Work request:
The material below holds a span beginning at the line with "pinky tip: (807, 519)" and ending at the line with "pinky pip: (1430, 816)". Quote that span exactly, both ends included, and only that span.
==== Raw data
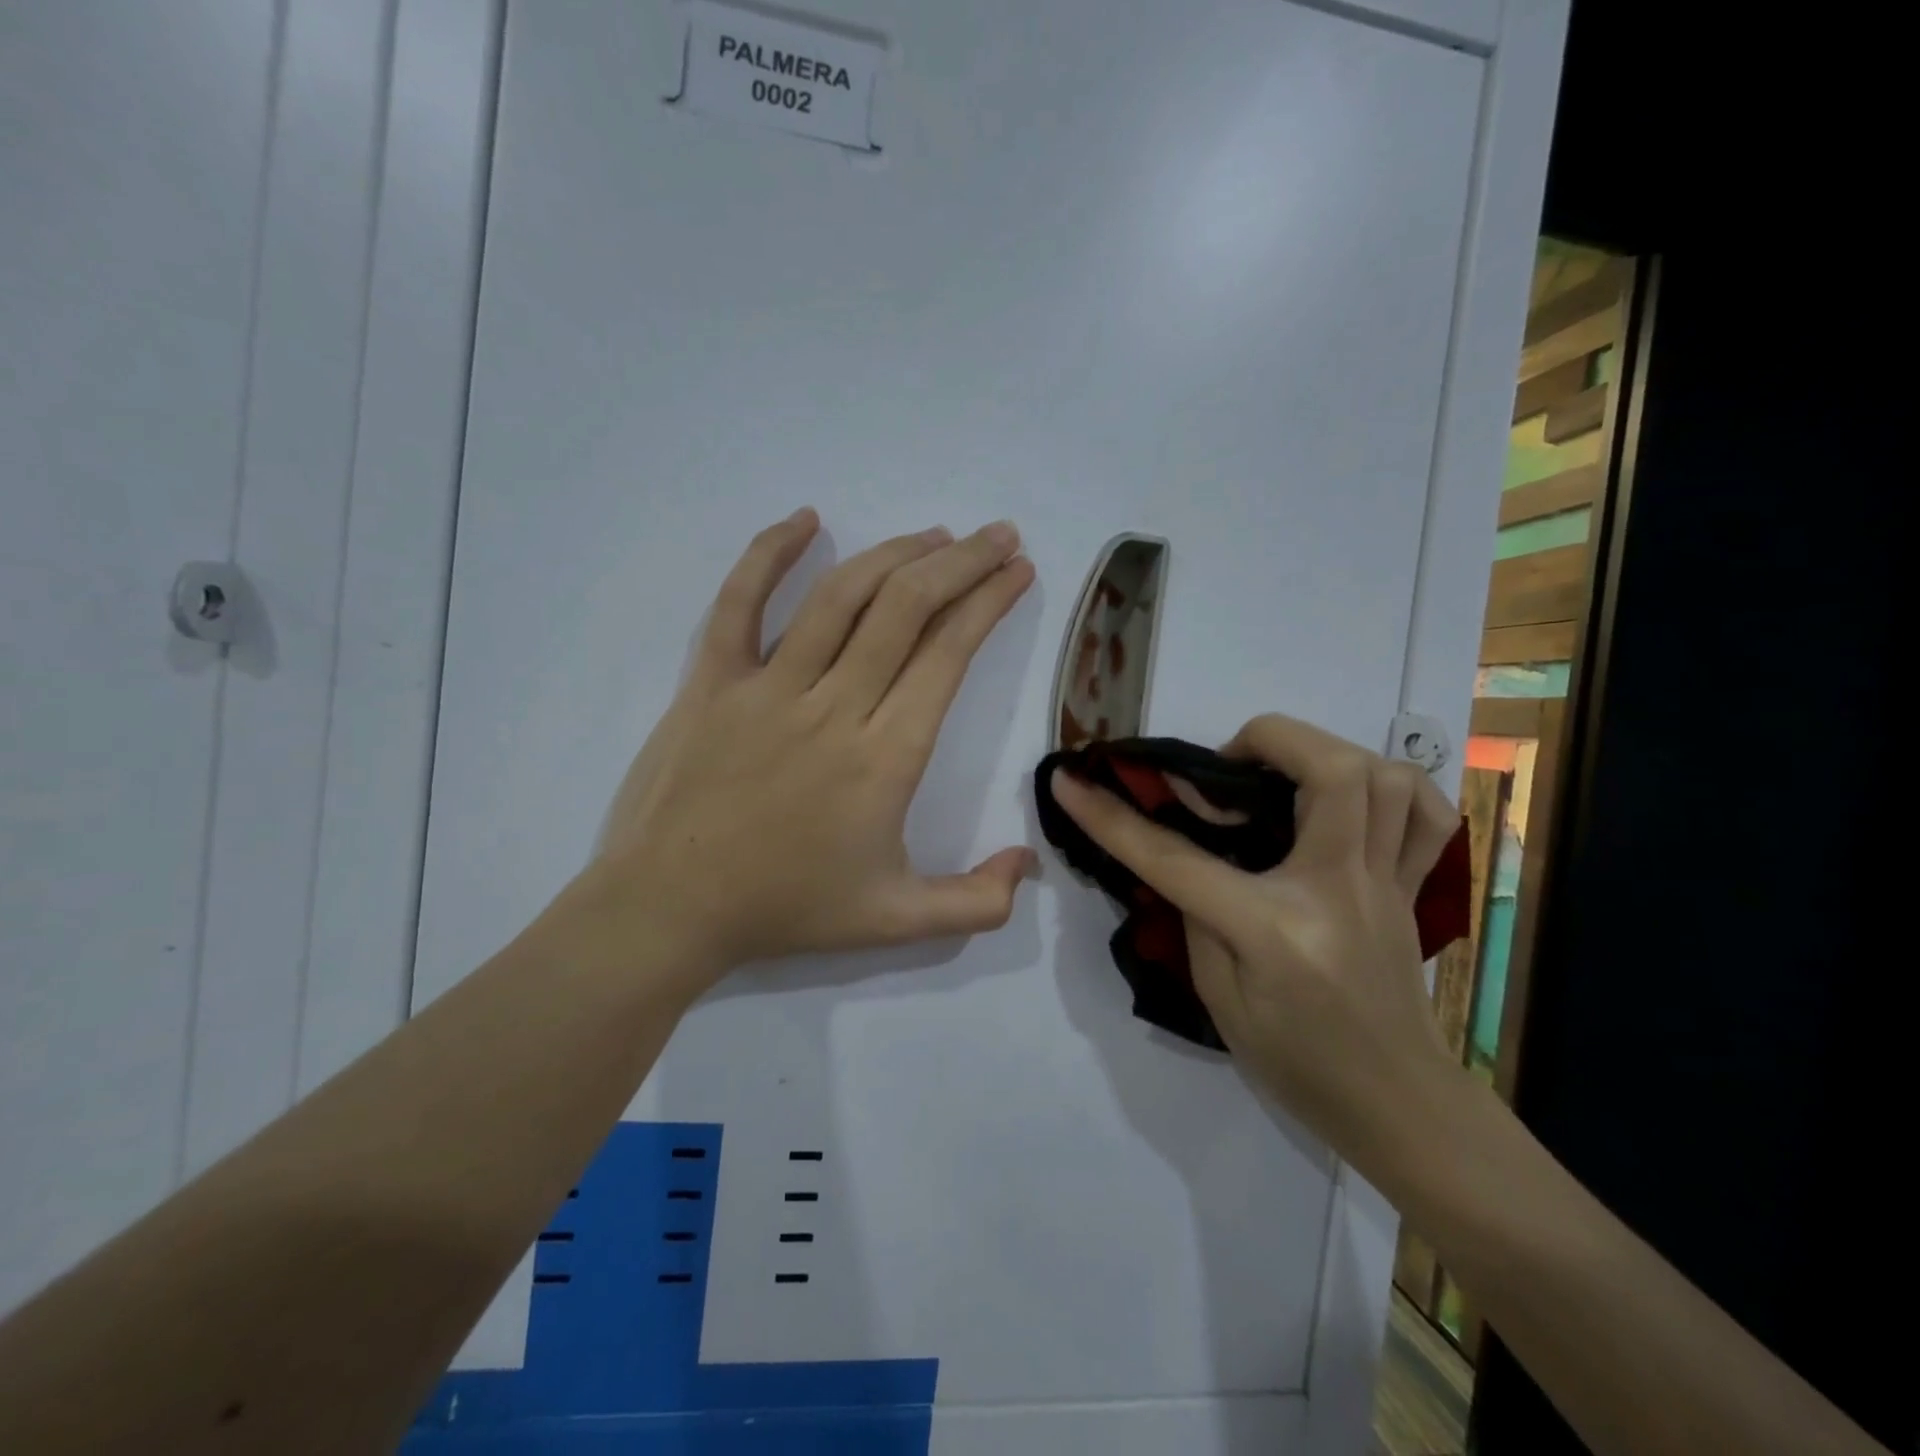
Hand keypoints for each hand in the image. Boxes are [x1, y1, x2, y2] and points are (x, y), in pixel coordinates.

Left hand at [590, 509, 1037, 991]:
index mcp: (884, 757)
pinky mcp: (711, 680)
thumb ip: (975, 902)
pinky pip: (739, 601)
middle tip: (997, 535)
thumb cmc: (786, 909)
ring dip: (896, 553)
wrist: (670, 909)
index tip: (1018, 570)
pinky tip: (807, 519)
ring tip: (935, 535)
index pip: (948, 655)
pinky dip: (771, 553)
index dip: (989, 602)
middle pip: (906, 609)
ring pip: (841, 596)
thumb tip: (1029, 861)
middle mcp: (833, 706)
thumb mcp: (896, 921)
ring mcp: (767, 686)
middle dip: (962, 562)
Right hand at [1050, 715, 1462, 1173]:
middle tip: (1226, 764)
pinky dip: (1394, 788)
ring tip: (1282, 776)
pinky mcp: (1412, 888)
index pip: (1177, 858)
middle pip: (1329, 772)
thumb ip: (1196, 917)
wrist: (1398, 1107)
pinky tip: (1355, 799)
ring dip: (1327, 754)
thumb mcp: (1220, 1001)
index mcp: (1274, 928)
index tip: (1070, 782)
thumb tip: (1186, 856)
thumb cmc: (1297, 1065)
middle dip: (1267, 738)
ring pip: (1387, 778)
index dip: (1111, 817)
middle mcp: (1338, 889)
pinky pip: (1430, 816)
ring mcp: (1386, 884)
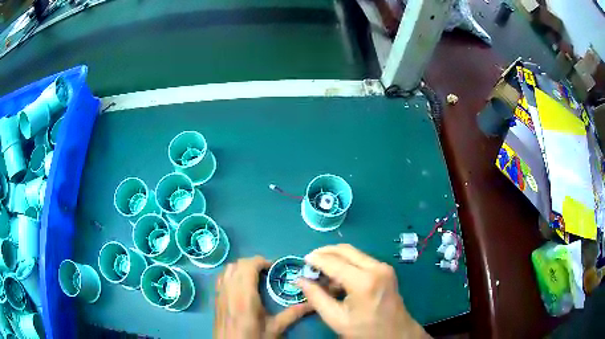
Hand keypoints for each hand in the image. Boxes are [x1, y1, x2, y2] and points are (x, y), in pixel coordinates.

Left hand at [214, 256, 311, 338]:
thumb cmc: (253, 338)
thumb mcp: (275, 328)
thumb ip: (292, 314)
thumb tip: (312, 304)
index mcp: (245, 295)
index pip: (248, 266)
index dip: (262, 261)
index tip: (274, 267)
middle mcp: (230, 290)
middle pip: (238, 264)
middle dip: (253, 263)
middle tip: (267, 272)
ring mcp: (220, 293)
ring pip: (227, 269)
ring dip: (241, 267)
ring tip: (254, 276)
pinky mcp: (216, 299)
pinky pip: (221, 278)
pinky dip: (231, 274)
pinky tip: (240, 285)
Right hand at [297, 244, 429, 338]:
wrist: (396, 333)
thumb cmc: (365, 330)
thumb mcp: (336, 319)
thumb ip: (316, 297)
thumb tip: (300, 280)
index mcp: (364, 282)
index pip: (334, 262)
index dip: (316, 259)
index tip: (302, 260)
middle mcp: (376, 268)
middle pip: (345, 250)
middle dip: (325, 252)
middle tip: (310, 261)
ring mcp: (383, 267)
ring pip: (353, 252)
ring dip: (335, 257)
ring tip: (322, 272)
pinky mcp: (386, 269)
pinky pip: (361, 259)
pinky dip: (347, 263)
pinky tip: (338, 276)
========
Solved problem:
pinky tip: (807, 519)
ring tip: (935, 535)
index pip: (948, 655)
pinky dip: (771, 553)
index dip: (989, 602)
middle pip: (906, 609)
ring pip: (841, 596)
thumb tip: (1029, 861)
middle mcp: (833, 706)
thumb mcp: (896, 921)
ring mcp: (767, 686)
middle dip: (962, 562)
Right hand at [1050, 715, 1462, 1173]:
middle tip: (1226, 764)
pinky dip: (1394, 788)
ring tip: (1282, 776)
pinky mcp: (1412, 888)
index pip: (1177, 858)
middle pip: (1329, 772)
thumb ip: (1196, 917)
wrist: (1398, 1107)
pinky tip: (1355, 799)
ring dip: (1327, 754)
thumb mcp: (1220, 1001)
index mcp: (1274, 928)
index tip: (1070, 782)
thumb tip: (1186, 856)
thumb cmc: (1297, 1065)
middle dip: (1267, 738)
ring pip: (1387, 778)
index dip: (1111, 817)
middle mcp: (1338, 889)
pinky pip: (1430, 816)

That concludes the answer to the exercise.